Met zijn ervaring als rapper in Brussel – net als Bensaihi – neemt Kamal onder dwang de rol op van cameraman van propagandavideo’s voor IS. Intussen wordt thuis in Molenbeek zijn geliefde broertje (gespeeld door Amir El Arbi, broer van) bewerkt door extremisten die hem ronselen voor de strijd. Hun moeder wordt radeloos.

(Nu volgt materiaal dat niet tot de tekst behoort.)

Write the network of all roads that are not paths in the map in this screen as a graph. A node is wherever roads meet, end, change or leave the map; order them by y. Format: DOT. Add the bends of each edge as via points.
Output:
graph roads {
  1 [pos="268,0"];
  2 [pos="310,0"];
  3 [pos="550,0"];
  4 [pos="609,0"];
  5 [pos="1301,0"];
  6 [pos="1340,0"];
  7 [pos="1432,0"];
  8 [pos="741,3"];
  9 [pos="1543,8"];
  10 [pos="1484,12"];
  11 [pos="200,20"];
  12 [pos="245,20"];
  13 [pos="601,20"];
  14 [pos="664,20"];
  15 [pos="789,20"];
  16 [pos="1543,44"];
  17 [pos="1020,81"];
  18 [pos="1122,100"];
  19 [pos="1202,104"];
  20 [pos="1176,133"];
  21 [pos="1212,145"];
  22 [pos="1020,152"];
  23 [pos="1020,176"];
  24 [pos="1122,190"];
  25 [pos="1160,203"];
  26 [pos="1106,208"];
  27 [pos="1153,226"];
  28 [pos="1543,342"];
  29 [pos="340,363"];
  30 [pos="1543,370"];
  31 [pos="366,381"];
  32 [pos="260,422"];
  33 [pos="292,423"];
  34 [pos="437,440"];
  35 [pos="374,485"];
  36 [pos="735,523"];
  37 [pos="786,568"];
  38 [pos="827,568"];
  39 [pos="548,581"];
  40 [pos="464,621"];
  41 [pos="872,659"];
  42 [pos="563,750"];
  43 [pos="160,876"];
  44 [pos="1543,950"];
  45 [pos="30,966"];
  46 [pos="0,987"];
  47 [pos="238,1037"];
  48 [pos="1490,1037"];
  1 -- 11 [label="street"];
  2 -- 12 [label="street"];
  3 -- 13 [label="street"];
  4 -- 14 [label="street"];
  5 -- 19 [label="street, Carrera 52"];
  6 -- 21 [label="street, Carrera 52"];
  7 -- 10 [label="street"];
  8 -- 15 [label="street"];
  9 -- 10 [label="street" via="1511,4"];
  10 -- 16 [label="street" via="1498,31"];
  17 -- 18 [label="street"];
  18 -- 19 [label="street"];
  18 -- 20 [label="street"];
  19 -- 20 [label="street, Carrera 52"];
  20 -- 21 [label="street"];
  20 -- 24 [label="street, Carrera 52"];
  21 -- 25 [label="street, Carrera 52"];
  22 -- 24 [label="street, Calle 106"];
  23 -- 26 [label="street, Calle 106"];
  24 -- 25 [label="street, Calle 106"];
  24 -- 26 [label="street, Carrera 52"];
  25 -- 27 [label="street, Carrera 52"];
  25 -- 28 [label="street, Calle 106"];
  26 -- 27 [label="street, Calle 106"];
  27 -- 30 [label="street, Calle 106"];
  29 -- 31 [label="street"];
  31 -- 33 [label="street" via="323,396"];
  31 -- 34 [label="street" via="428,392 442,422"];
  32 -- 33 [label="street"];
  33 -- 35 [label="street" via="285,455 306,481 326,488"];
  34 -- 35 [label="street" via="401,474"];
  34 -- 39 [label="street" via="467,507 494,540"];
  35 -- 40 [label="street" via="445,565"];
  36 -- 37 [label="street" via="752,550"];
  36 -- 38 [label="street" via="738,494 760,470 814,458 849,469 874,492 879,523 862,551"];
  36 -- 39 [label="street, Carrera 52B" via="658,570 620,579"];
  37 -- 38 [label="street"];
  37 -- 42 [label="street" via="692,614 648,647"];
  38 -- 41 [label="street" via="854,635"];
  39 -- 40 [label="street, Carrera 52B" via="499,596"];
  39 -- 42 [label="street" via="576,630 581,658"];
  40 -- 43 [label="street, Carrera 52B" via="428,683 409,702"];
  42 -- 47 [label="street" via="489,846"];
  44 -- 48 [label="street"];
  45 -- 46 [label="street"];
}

Gaandeweg maakt de film van Kamal een echte actieheld en zelfs martelaar, ondersteund door heroïsche muziek en een almaar gezwollener pathos. Dat is niet zonder betekenis. Van de honderden Belgen die naar Syrië trokken, sloten veruit de meeste zich aan bij groepen geassocieerd met eerst Al Qaeda en later IS, al dan niet na radicalisering in ons land. Toen die Syriëgangers terugkeerden, beweerden velen van hen dat ze er verpleger waren, maar bleek dat niet te kloppen. Waarom dan precies wél zo’n personage in het leven roepen?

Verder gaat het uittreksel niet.